Scan the entries below for the word "PALÁCIO". Copy each line that has it.
---*---
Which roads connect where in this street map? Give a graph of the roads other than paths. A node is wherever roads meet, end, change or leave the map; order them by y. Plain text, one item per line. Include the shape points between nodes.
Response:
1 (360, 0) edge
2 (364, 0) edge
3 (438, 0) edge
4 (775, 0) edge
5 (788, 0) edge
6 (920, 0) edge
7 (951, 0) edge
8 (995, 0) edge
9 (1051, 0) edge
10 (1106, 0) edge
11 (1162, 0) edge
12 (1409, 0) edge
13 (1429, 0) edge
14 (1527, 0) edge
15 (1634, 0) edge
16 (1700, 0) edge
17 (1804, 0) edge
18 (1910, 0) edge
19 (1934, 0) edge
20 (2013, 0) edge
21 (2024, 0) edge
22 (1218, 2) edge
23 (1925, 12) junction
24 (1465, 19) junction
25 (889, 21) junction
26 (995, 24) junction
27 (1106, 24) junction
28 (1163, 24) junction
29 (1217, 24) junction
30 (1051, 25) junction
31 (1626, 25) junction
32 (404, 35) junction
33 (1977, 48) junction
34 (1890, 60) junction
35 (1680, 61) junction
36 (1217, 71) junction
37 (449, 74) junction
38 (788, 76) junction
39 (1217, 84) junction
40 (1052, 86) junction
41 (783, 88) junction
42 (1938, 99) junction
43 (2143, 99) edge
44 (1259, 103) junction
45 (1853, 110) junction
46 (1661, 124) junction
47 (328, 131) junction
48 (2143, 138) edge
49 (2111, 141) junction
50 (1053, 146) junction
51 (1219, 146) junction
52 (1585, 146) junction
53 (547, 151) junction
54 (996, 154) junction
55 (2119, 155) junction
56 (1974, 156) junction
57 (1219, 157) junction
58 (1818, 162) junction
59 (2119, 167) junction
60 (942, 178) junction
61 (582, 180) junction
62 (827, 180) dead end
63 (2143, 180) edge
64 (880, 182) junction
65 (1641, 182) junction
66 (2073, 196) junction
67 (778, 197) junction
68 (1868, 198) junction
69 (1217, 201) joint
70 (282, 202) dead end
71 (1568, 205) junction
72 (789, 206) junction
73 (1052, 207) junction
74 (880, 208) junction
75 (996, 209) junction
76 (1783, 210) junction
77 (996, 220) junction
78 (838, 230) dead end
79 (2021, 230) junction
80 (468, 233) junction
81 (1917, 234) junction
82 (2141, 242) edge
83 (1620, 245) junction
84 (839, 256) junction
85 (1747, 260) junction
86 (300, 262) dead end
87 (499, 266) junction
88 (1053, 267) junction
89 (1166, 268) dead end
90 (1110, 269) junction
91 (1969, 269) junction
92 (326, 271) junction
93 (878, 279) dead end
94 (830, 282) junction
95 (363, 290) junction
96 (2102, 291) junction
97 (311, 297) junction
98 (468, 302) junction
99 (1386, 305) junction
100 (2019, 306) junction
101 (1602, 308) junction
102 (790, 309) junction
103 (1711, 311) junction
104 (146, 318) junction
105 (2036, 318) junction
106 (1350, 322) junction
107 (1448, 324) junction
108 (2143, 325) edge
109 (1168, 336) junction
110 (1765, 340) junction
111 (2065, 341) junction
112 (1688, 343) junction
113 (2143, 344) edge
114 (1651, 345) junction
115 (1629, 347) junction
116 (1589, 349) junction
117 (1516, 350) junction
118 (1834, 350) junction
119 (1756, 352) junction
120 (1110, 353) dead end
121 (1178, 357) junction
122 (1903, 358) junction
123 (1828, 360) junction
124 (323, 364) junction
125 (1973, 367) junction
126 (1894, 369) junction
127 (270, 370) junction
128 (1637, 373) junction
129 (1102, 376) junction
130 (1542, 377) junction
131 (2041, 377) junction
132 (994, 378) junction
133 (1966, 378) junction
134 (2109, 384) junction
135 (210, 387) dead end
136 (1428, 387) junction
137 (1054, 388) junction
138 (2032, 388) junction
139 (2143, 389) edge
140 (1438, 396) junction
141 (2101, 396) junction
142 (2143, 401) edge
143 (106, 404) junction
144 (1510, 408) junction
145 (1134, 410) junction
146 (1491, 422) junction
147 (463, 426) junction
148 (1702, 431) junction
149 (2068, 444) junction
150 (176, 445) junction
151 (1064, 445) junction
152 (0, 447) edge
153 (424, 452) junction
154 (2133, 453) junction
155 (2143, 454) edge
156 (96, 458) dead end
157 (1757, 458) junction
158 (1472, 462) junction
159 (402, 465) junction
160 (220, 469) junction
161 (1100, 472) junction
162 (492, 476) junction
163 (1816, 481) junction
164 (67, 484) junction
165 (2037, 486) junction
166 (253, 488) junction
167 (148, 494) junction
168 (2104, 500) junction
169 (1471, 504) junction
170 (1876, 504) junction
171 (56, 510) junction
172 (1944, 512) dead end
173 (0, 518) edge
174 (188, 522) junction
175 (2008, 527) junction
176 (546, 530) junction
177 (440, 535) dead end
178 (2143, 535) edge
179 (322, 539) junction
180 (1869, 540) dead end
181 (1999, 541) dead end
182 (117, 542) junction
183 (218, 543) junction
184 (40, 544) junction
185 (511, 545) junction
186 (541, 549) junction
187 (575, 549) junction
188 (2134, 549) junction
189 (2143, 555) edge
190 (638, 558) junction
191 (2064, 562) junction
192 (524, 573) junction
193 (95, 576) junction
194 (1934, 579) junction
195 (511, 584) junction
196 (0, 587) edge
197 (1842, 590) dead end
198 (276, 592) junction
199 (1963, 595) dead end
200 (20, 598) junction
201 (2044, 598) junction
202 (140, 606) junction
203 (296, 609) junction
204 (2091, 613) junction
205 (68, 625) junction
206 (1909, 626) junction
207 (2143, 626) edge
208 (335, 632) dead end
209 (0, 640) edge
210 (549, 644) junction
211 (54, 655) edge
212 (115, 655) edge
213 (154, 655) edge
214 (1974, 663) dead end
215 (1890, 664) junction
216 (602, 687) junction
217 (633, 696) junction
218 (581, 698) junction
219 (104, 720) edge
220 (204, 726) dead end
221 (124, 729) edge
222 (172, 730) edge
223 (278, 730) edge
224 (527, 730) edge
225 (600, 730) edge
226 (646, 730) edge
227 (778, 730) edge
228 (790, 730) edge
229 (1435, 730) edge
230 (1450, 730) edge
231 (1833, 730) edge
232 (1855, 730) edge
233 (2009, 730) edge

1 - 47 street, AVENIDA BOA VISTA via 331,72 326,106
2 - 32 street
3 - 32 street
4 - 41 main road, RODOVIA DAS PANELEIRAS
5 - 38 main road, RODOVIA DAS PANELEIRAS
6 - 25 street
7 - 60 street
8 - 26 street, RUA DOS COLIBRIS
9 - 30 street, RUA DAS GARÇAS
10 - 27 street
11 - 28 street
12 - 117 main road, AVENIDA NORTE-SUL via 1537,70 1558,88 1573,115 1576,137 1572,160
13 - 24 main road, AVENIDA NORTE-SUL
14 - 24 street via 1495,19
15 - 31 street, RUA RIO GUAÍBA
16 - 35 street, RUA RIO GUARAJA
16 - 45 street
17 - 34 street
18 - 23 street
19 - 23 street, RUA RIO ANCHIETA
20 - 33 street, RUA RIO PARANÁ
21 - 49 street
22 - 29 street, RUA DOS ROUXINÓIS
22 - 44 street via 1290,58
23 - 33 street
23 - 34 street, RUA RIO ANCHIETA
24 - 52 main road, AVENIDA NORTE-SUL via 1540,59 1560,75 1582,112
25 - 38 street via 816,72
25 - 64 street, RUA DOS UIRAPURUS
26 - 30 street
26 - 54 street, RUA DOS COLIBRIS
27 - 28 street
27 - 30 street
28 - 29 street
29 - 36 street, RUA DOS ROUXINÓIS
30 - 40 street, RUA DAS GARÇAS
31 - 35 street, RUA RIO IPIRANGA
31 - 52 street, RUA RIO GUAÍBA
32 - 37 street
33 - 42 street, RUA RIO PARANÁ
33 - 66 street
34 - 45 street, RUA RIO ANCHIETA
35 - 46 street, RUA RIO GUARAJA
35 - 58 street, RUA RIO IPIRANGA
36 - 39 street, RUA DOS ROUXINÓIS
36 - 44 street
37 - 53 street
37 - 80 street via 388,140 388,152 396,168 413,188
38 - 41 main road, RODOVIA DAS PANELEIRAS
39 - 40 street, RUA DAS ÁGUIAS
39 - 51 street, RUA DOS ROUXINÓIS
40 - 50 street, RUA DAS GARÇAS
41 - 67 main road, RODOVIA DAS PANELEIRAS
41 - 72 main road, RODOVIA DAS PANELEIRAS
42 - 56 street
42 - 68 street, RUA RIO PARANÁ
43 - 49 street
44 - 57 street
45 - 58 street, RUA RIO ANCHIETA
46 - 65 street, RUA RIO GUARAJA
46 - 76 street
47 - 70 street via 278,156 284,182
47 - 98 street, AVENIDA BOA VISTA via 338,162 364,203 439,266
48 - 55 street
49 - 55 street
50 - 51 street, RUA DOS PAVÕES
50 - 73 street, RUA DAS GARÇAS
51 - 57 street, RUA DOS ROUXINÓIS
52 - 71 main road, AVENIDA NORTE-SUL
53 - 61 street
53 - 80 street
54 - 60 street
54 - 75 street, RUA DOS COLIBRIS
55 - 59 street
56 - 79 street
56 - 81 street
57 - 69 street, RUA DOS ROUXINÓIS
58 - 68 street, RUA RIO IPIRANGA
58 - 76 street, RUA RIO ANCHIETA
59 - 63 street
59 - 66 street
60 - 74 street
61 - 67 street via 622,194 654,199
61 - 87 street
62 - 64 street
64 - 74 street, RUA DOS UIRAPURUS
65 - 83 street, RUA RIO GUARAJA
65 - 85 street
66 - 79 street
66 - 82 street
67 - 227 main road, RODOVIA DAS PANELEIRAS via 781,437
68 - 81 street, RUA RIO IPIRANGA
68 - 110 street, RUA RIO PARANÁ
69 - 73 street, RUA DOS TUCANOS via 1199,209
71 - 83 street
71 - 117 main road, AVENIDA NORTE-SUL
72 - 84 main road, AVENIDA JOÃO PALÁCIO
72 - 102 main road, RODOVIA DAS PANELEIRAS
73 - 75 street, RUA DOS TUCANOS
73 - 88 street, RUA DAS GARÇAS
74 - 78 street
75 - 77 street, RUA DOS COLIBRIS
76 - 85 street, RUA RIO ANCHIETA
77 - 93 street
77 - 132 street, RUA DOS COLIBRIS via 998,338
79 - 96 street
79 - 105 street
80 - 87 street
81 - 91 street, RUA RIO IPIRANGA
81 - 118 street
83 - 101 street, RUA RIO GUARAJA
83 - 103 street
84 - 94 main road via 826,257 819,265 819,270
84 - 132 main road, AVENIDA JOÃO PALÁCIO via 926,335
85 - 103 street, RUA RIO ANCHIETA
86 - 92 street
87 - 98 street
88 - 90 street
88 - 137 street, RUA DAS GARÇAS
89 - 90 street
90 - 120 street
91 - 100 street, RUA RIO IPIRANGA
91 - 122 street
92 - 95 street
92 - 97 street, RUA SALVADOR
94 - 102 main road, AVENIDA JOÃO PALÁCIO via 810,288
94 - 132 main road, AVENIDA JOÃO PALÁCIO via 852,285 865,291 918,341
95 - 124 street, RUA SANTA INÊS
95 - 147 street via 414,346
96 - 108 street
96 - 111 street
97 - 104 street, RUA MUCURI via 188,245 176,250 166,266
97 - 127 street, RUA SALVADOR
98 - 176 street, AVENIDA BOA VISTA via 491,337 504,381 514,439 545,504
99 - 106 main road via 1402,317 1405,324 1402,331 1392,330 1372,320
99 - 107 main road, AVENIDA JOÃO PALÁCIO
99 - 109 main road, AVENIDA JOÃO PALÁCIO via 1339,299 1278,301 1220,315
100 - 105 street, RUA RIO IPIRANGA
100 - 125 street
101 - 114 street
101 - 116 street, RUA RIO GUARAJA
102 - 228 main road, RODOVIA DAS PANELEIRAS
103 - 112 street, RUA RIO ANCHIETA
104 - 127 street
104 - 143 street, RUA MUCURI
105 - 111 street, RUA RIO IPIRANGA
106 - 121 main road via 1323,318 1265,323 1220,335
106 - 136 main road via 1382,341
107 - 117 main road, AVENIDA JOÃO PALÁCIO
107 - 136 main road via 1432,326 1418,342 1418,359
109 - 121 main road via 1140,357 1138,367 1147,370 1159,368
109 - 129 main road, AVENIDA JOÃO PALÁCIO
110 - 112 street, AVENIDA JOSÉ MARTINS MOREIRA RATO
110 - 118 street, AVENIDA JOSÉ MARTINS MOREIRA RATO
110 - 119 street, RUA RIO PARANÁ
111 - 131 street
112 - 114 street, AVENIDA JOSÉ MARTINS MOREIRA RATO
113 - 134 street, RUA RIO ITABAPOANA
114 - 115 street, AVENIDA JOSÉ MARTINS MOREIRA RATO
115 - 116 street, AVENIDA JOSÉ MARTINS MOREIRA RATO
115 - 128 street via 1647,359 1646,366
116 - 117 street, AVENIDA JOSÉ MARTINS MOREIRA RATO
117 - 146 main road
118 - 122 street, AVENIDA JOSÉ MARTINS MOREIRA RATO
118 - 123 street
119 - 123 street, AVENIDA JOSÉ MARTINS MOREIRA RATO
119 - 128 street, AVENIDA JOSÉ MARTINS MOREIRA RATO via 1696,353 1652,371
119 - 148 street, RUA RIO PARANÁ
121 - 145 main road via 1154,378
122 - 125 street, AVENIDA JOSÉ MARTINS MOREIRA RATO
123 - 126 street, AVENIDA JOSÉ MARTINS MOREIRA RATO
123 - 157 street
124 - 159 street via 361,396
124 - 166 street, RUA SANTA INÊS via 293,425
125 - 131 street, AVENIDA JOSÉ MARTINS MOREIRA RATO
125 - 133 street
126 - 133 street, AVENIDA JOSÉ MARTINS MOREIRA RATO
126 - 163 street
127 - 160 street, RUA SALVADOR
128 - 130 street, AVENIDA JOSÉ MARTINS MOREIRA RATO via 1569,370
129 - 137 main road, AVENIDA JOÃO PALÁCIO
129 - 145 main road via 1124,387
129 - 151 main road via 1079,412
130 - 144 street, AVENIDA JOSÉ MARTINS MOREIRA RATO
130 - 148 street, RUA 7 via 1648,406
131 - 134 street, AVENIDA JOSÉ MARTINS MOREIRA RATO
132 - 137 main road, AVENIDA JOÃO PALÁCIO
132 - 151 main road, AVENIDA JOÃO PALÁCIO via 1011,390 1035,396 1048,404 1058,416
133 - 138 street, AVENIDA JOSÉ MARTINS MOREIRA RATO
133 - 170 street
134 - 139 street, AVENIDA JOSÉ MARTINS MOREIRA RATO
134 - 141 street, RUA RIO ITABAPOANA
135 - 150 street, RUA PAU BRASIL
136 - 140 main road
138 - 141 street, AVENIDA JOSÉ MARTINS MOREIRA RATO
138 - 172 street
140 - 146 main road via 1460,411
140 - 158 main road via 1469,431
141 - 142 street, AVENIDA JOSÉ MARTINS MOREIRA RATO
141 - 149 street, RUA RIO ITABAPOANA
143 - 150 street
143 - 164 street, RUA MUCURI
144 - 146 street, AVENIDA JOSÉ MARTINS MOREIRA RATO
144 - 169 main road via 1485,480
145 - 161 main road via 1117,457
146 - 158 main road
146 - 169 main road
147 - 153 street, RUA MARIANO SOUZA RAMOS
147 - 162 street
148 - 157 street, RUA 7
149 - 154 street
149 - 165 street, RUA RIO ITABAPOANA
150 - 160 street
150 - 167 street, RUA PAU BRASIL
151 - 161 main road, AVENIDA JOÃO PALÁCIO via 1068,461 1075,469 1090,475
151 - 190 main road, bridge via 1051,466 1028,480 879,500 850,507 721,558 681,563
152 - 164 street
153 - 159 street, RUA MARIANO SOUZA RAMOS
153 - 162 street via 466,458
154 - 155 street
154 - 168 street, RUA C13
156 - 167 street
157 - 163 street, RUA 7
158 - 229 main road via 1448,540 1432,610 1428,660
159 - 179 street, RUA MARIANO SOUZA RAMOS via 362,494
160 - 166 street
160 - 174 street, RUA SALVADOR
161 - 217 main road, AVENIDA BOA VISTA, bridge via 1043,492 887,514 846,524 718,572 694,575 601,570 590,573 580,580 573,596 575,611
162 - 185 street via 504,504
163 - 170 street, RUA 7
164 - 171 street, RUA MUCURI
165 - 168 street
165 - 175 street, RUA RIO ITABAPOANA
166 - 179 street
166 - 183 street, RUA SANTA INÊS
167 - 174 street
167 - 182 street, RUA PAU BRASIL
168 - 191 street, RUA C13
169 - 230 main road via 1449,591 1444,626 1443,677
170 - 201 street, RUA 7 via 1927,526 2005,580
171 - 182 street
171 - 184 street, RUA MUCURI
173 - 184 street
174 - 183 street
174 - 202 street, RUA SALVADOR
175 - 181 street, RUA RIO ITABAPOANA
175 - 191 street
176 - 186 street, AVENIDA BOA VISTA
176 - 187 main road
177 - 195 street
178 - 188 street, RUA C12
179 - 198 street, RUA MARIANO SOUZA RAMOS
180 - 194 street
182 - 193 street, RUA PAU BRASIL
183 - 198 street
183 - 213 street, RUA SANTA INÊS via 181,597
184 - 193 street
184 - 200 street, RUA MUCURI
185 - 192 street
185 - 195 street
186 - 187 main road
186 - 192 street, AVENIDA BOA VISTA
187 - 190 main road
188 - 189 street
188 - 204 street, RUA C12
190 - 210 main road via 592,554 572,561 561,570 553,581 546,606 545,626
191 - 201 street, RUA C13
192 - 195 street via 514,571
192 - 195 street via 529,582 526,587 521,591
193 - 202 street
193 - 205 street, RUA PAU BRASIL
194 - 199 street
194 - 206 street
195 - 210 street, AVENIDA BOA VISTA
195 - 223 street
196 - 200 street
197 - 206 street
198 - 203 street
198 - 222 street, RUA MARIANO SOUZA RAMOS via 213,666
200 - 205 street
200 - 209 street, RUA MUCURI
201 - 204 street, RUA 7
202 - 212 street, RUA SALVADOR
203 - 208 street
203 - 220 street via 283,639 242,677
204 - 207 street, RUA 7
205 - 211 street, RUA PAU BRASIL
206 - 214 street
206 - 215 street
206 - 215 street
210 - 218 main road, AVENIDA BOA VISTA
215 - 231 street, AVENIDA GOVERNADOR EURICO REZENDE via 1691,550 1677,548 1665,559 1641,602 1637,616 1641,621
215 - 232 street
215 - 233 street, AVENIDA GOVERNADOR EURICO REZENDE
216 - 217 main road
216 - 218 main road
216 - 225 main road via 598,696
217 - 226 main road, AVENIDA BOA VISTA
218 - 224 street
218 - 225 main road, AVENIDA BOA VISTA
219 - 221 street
---*---
* **Solution to this exercise**
72 - 84 main road, AVENIDA JOÃO PALÁCIO
84 - 132 main road, AVENIDA JOÃO PALÁCIO via 926,335
94 - 102 main road, AVENIDA JOÃO PALÁCIO via 810,288
94 - 132 main road, AVENIDA JOÃO PALÁCIO via 852,285 865,291 918,341
99 - 107 main road, AVENIDA JOÃO PALÁCIO
99 - 109 main road, AVENIDA JOÃO PALÁCIO via 1339,299 1278,301 1220,315
107 - 117 main road, AVENIDA JOÃO PALÁCIO
109 - 129 main road, AVENIDA JOÃO PALÁCIO
129 - 137 main road, AVENIDA JOÃO PALÁCIO
132 - 137 main road, AVENIDA JOÃO PALÁCIO
132 - 151 main road, AVENIDA JOÃO PALÁCIO via 1011,390 1035,396 1048,404 1058,416
151 - 161 main road, AVENIDA JOÃO PALÁCIO via 1068,461 1075,469 1090,475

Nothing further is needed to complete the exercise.